Background technology
Polyimidesiloxane is that the siliceous dianhydride of use or siliceous diamines are monomer, a kind of polymkeric substance of having introduced the polysiloxane chain link of flexibility, asymmetry and tool side group group and obtain in polyimide skeleton structure, it is a kind of High performance plastic resin, at high temperature can keep for a long time intensity injury-free, there is long-term thermotolerance, its processing characteristics, electrical property excellence, have concurrently fire-retardant, the raw cigarette amount of burning is few and the characteristic such as high radiation hardness.But due to the existence of polysiloxane, the intensity of Polyimidesiloxane, rigidity, solvent resistance, dimensional stability are relatively poor, therefore need it to carry out further modification.
Polymer modification method very is widely studied and apply all to nano-filled modification one, in polymer based nanocomposites, when nanoparticle good dispersion in polymeric matrix, and both interfaces are during in conjunction with excellence, rigidity, dimensional stability and the thermostability of nanoparticle and the toughness of polymkeric substance, processibility just can ideally combine.Carbon nanotube is the nano-scale carbon material with certain length-to-diameter ratio, hollow, and it has the performances such as excellent mechanics, electricity, calorifics.Since the research of doctor's Ajayan epoxy resin/carbon nanotube nano composite material in 1994 is after Science delivers, the research of polymer-base carbon nanotube nano composite material starts to become the multi-disciplinary study hotspots such as materialogy, physics, chemistry.

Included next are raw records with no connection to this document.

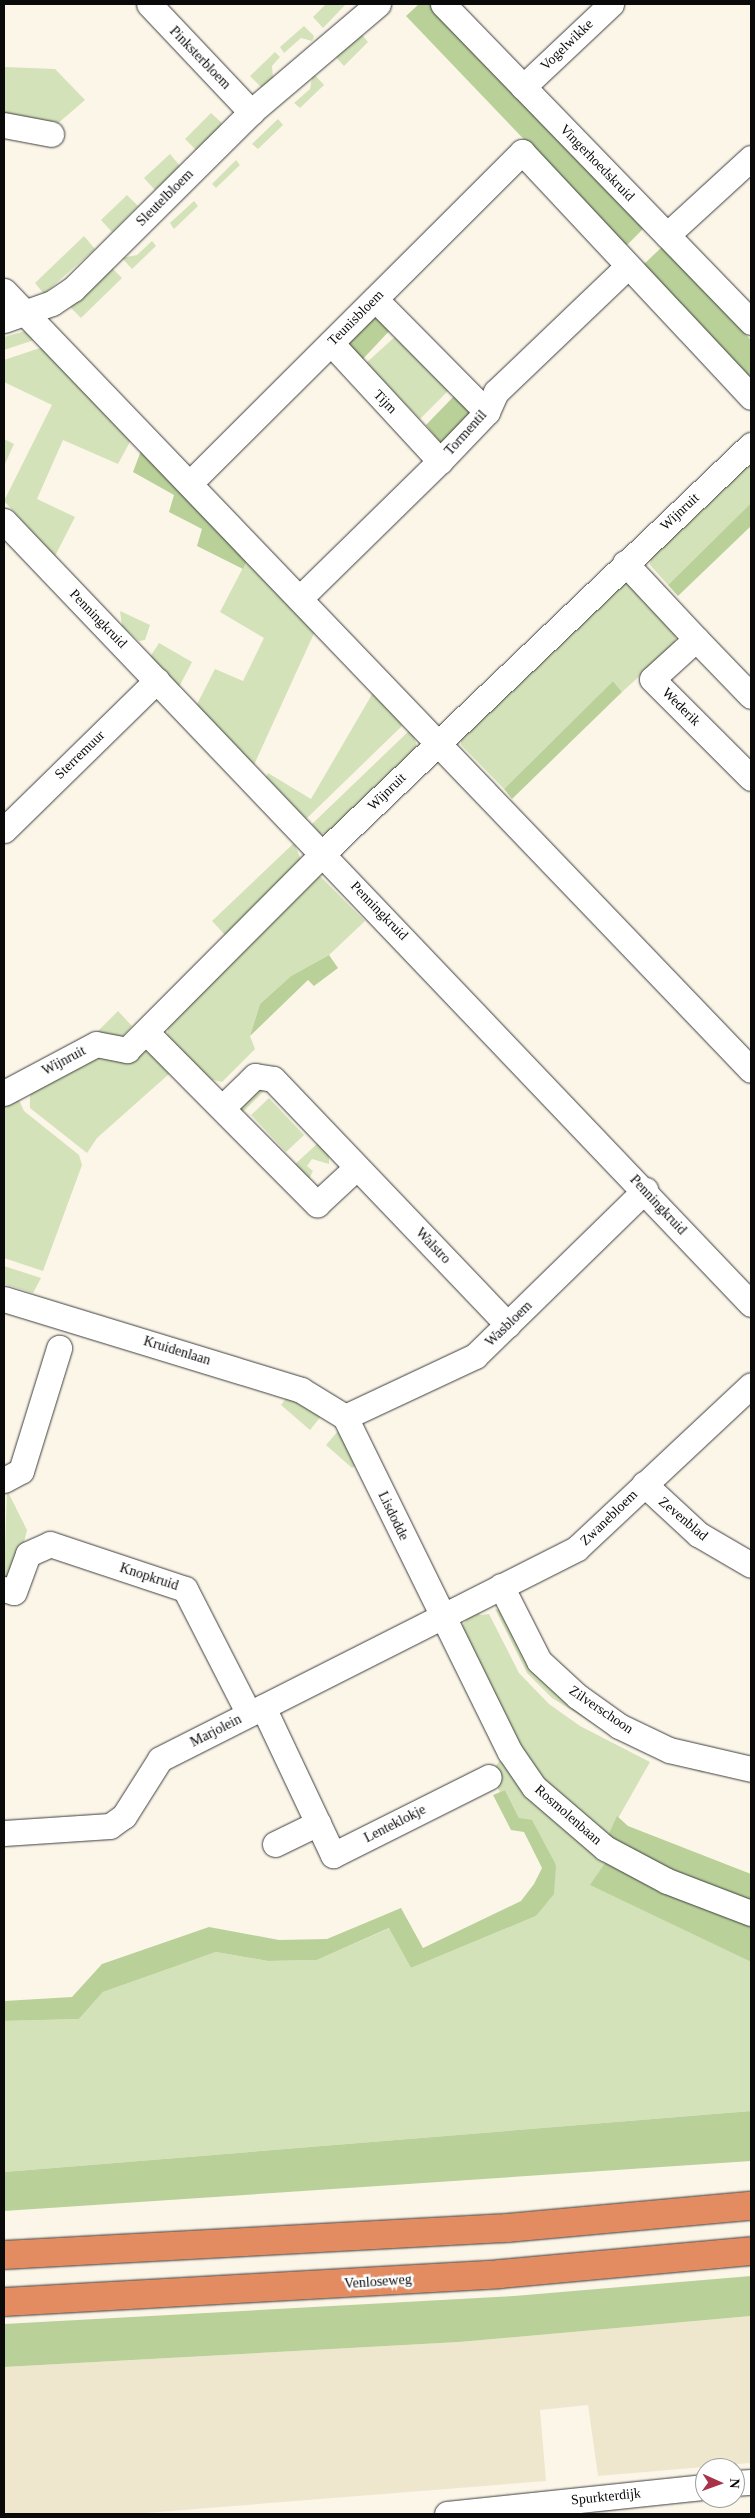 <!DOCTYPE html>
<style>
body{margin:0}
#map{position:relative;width:755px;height:2518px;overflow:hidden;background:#fcf6e9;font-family:"Times New Roman",serif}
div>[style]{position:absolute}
.farmland>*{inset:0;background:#efe7cd}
.green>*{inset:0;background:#d3e2b8}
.forest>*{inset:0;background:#b9d199}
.roads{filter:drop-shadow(0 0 1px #3d3d3d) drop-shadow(0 0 1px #3d3d3d)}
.minor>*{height:25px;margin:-12.5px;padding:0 12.5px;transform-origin:12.5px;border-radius:12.5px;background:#fff}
.highway>*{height:28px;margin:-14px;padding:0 14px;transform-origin:14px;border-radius:14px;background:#e38b61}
span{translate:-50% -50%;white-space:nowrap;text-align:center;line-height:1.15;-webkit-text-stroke:5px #fff;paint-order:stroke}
.street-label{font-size:14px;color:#0a0a0a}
.frame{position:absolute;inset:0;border:5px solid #0a0a0a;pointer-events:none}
.north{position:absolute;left:695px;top:2458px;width:50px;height:50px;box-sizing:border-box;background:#fff;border:1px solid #9d9d9d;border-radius:50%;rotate:92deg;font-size:14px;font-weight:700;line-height:20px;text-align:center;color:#0a0a0a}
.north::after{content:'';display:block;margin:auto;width:18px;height:22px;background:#a83348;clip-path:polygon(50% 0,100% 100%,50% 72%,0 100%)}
</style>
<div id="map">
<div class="farmland">
<i style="clip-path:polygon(751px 2316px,751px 2463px,598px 2476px,588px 2405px,540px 2410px,546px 2481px,133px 2514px,4px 2514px,4px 2367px,459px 2342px)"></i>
</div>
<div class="green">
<i style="clip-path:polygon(326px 4px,346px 4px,323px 28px,313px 17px)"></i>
<i style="clip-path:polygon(304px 26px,314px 36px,312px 41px,301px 38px,284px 53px,280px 47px)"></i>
<i style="clip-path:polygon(359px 31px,368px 42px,344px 66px,333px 54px)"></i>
<i style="clip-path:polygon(275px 52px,280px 57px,272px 66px,273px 78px,262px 88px,250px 76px)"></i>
<i style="clip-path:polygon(4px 67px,55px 69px,85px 100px,56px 125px,4px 114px)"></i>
<i style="clip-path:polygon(313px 73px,324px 85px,300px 108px,294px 103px,310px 89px)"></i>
<i style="clip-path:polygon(211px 113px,223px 124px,196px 150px,185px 139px)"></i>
<i style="clip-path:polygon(278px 119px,283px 125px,258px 149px,252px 144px)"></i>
<i style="clip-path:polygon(170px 154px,180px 166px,155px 190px,144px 178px)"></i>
<i style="clip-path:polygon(236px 160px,240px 165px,216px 188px,212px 184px)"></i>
<i style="clip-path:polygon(127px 195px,138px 206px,112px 232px,101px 220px)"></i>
<i style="clip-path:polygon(194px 201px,198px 206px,174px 229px,170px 223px)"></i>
<i style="clip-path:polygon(84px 236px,95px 249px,44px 294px,35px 283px)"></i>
<i style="clip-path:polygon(152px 241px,156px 246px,132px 269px,122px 258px,137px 255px)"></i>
<i style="clip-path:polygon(111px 267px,122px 278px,81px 318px,69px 306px)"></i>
<i style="clip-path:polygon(25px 331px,40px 338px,4px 350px,4px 337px)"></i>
<i style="clip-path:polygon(397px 335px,450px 389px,420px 419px,366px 363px)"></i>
<i style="clip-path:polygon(46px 346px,132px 438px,118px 464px,63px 440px,37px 499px,75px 517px,55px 556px,4px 501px,52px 405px,4px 382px,4px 360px)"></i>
<i style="clip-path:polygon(4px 439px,14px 444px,4px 466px)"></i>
<i style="clip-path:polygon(751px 459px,751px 503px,668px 585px,650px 565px,651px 554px)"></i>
<i style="clip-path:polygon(248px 558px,316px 629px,253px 767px,195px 708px,215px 669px,243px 681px,264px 638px,220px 612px)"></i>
<i style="clip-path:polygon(628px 583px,676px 634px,675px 644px,622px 692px,613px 681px,504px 789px,461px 745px,461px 733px,616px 584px)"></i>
<i style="clip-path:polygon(120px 611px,150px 625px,145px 640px,139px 641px,122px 626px)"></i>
<i style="clip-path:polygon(159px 643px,192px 662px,179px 687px,167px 684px,152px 667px,150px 657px)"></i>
<i style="clip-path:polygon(374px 691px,404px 724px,306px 819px,266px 777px,268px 773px,311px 799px)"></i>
<i style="clip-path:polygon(411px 729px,417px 746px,333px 833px,320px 834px,312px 824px)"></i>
<i style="clip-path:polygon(294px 843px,302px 862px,226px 936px,212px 921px)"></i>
<i style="clip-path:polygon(319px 875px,365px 921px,329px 955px,291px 976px,260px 1004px,250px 1036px,255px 1049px,222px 1082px,209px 1079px,167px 1036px,169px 1021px)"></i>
<i style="clip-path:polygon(118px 1011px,132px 1026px,121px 1038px,97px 1032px)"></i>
<i style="clip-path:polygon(98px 1052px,150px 1052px,169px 1074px,97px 1138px,87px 1153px,30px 1108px,30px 1093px)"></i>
<i style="clip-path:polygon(252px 1085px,266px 1089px,242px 1113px,237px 1109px)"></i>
<i style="clip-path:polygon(17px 1096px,24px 1111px,79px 1155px,82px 1165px,43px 1271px,4px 1258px,4px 1103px)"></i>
<i style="clip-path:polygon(269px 1098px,304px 1135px,286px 1152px,251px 1115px)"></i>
<i style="clip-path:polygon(318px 1143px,329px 1156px,329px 1164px,312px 1159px,307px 1166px,313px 1171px,309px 1179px,293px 1166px)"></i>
<i style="clip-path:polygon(4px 1266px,41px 1278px,33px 1293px,4px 1284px)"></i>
<i style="clip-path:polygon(287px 1397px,322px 1415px,310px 1430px,281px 1405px)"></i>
<i style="clip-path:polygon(338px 1431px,358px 1464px,352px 1468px,326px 1445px)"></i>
<i style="clip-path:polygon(7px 1490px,27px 1530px,17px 1570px,4px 1579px)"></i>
<i style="clip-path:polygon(477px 1606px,480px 1615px,489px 1614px,519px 1673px,549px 1704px,580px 1726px,650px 1762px,608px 1836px,539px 1775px,515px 1738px,462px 1626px)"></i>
<i style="clip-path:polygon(495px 1609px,502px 1610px,525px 1659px,705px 1767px,703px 1773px,624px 1743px,552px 1698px,527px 1673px)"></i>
<i style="clip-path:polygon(502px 1758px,607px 1860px,591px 1885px,751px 1962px,751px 2111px,4px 2172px,4px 2021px,79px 2019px,103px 1992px,216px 1952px,268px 1961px,317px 1960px,390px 1928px,411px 1968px,536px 1916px,556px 1865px,519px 1818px,505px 1790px,500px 1792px,490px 1773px)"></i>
</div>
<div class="forest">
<i style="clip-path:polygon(419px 4px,431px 4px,644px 228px,626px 246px,406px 16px)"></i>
<i style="clip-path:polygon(662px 247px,751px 340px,751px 381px,644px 264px)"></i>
<i style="clip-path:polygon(371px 318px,383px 318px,392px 328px,362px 360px,349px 347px,349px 338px)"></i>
<i style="clip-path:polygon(456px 394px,473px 413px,441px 443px,426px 425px)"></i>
<i style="clip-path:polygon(142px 448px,248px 558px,243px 569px,197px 546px,202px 529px,169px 512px,174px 495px,133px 472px)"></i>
<i style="clip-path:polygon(751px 503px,751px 526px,678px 596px,668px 585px)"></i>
<i style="clip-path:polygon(613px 681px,622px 692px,512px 799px,504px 789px)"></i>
<i style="clip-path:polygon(329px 955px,338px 968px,314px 986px,308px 980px,250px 1036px,260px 1004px,291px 976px)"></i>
<i style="clip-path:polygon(505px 1790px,519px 1818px,532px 1820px,556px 1865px,554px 1894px,536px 1916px,411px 1968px,389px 1928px,317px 1960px,268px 1961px,216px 1952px,103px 1992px,79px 2019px,4px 2021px,4px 2001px,72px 1997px,102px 1964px,209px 1927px,279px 1940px,327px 1939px,401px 1908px,423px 1948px,521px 1901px,534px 1884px,542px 1868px,524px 1832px,511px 1830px,493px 1795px)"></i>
<i style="clip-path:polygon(617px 1816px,628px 1826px,751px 1874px,751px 1901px,655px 1863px,608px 1836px)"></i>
<i style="clip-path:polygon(607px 1860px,751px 1926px,751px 1962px,590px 1885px)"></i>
<i style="clip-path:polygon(751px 2111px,751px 2161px,4px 2211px,4px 2172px)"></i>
<i style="clip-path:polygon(751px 2276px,751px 2316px,459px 2342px,4px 2367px,4px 2324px,514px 2296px)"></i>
</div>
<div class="roads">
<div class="minor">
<i style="left:149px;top:4px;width:149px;rotate:46.6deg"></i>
<i style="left:443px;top:4px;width:443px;rotate:45.9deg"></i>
<i style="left:523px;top:87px;width:121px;rotate:-43.3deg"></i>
<i style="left:4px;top:125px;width:48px;rotate:10.8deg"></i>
<i style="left:667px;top:235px;width:114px;rotate:-42.5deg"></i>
<i style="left:4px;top:291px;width:1079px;rotate:46.2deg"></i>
<i style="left:375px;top:299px;width:159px;rotate:45.3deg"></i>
<i style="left:4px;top:320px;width:51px;rotate:-19.5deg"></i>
<i style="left:52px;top:303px;width:25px;rotate:-34deg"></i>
<i style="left:73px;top:289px;width:251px;rotate:-44.8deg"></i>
<i style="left:251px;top:112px;width:167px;rotate:-40.4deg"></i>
<i style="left:331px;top:343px;width:161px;rotate:47.3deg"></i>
<i style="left:190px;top:483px;width:469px;rotate:-44.9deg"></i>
<i style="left:522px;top:152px;width:335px;rotate:46.9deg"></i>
<i style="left:4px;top:521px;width:1082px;rotate:46.35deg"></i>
<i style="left:625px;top:563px;width:104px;rotate:46.9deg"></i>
<i style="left:696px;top:639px;width:59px;rotate:137.7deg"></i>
<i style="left:652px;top:679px;width:140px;rotate:45deg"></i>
<i style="left:300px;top:598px;width:196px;rotate:-44.4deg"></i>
<i style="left:440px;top:461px;width:68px;rotate:-46.2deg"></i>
<i style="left:487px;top:412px;width:22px;rotate:-66deg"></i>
<i style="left:496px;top:392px;width:182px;rotate:-43.7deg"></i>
<i style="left:696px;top:639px;width:79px;rotate:46deg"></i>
<i style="left:4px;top:830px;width:214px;rotate:-44.4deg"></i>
<i style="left:146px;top:1032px;width:243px;rotate:45.2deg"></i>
<i style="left:317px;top:1204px;width:54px;rotate:-42.8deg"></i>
<i style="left:4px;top:1093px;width:104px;rotate:-28deg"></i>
<i style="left:96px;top:1044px;width:32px;rotate:11deg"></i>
<i style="left:127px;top:1050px;width:279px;rotate:-45.1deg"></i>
<i style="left:324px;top:852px;width:590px;rotate:-43.63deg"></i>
<i style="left:224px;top:1106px;width:43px;rotate:-44.1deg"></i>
<i style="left:255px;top:1076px;width:18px;rotate:9deg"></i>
<i style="left:273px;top:1079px;width:340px;rotate:46.3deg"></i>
<i style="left:4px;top:1299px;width:311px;rotate:17deg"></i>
<i style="left:301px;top:1390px;width:52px;rotate:31.5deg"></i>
<i style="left:345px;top:1417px;width:373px;rotate:63.8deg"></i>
<i style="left:510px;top:1752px;width:42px;rotate:55.6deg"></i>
<i style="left:534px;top:1787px;width:94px;rotate:40.7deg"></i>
<i style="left:605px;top:1848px;width:70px;rotate:28deg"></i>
<i style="left:667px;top:1881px;width:90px;rotate:20.9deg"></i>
<i style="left:345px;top:1417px;width:144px;rotate:-25.1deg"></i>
<i style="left:475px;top:1356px;width:238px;rotate:-44.3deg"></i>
<i style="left:4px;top:1480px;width:19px;rotate:-28deg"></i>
<i style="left:21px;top:1471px;width:129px;rotate:-72.8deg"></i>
<i style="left:644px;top:1484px;width:74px;rotate:42.8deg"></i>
<i style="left:698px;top:1534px;width:61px;rotate:30.3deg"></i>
<i style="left:501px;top:1586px;width:84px;rotate:63.1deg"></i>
<i style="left:539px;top:1661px;width:52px;rotate:42.6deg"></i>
<i style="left:577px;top:1696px;width:52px;rotate:35.5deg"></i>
<i style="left:619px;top:1726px;width:55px;rotate:25.6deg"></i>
<i style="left:669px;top:1750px;width:84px;rotate:13deg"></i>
<i style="left:4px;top:1589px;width:10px;rotate:17deg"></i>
<i style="left:14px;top:1592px;width:40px;rotate:-69.8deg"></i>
<i style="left:28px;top:1554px;width:24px;rotate:-24deg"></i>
<i style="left:50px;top:1544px;width:142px;rotate:18.4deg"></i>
<i style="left:185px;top:1589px;width:140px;rotate:62.9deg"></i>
<i style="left:263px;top:1707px;width:164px;rotate:64.7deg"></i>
<i style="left:333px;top:1855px;width:174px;rotate:-26.6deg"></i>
<i style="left:4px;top:1833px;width:106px;rotate:-3.8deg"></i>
<i style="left:110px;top:1826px;width:17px;rotate:-36deg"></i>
<i style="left:124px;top:1816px;width:67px;rotate:-57.7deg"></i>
<i style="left:160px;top:1759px;width:467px;rotate:-26.8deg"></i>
<i style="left:577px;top:1548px;width:238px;rotate:-43.1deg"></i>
<i style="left:275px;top:1844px;width:48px;rotate:-26deg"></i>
<i style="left:735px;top:2483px;width:16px;rotate:-4deg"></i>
<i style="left:447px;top:2514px;width:259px;rotate:-6deg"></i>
</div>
<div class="highway">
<i style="left:4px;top:2255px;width:504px;rotate:-3.07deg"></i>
<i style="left:507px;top:2228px;width:245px;rotate:-5.2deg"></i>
<i style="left:4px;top:2302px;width:497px;rotate:-3.2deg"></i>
<i style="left:500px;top:2274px;width:252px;rotate:-5.2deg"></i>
</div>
</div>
<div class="street-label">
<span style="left:567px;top:45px;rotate:-44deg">Vogelwikke</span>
<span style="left:200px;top:58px;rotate:46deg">Pinksterbloem</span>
<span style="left:597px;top:163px;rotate:46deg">Vingerhoedskruid</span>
<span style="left:165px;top:198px;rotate:-45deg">Sleutelbloem</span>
<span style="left:356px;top:318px;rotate:-45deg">Teunisbloem</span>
<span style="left:385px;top:402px;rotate:46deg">Tijm</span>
<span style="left:466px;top:433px;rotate:-48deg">Tormentil</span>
<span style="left:680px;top:512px;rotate:-43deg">Wijnruit</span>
<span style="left:98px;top:619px;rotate:46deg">Penningkruid</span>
<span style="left:681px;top:707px;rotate:45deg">Wederik</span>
<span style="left:80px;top:755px;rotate:-44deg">Sterremuur</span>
<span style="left:387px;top:792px;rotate:-44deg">Wijnruit</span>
<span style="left:379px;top:911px;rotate:46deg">Penningkruid</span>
<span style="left:64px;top:1061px;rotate:-28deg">Wijnruit</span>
<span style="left:658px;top:1205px;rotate:47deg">Penningkruid</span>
<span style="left:433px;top:1246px;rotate:46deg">Walstro</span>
<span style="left:509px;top:1324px;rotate:-44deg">Wasbloem</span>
<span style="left:177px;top:1351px;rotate:17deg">Kruidenlaan</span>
<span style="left:393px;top:1516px;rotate:64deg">Lisdodde</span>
<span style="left:609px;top:1518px;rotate:-44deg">Zwanebloem</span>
<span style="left:683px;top:1519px;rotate:40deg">Zevenblad</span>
<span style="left:149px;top:1577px;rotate:18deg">Knopkruid</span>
<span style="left:601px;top:1710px;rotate:34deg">Zilverschoon</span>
<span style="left:216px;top:1731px;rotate:-27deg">Marjolein</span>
<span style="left:568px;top:1815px;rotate:41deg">Rosmolenbaan</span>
<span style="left:395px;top:1824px;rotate:-27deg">Lenteklokje</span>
<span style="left:378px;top:2282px;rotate:-4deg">Venloseweg</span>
<span style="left:606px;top:2497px;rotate:-6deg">Spurkterdijk</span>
</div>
<div class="frame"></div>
<div class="north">N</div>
</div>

The preparation method of polymer based nanocomposites generally includes melt blending, solution blending and in-situ blending method.Solution blended process be by polymer dissolution in its good solvent, in polymers soln, sneak into nanoparticle again, and be dispersed in the solution of polymkeric substance, finally remove by the method for precipitation or casting film a kind of method that polymer matrix composite is prepared in desolventizing; Melt blending is that to use polymkeric substance and nanoparticle be raw material, under Banbury mixer, the high temperature and shearing condition of beginning to pratise in machine or forcing machine, makes polymer melt and mixes with nanometer; In-situ blending method is that nanoparticle is scattered in the monomer or performed polymer of polymkeric substance in advance, then carries out the polymerization of monomer or performed polymer, prepares polymer matrix composite.Compared with solution blended process, owing to not using a large amount of organic solvents in Blending Processes in position, thereby avoid the problem of solvent recuperation and environmental pollution; Compared with melt blending, because nanoparticle is scattered in the monomer or performed polymer of polymkeric substance in advance, both molecular weight and viscosity are conventionally lower, and this makes the dispersion size of nanoparticle in in-situ blending matrix material less, is more evenly distributed.In addition, in-situ blending completes synthetic and preparation one step of its nano composite material of polymkeric substance, compares with melt blending with solution blending, has simplified the preparation technology of matrix material, has reduced facility investment, can largely reduce the preparation cost of matrix material.
Summary of the invention
The object of this invention is to provide a kind of Polyimidesiloxane/carbon nanotube composite materials and preparation method thereof, in matrix material, nanoparticle is uniformly dispersed, high-strength, high-ductility, processing fluidity is good, dimensional stability is high, fire-retardant and technique simple, production cost is lower.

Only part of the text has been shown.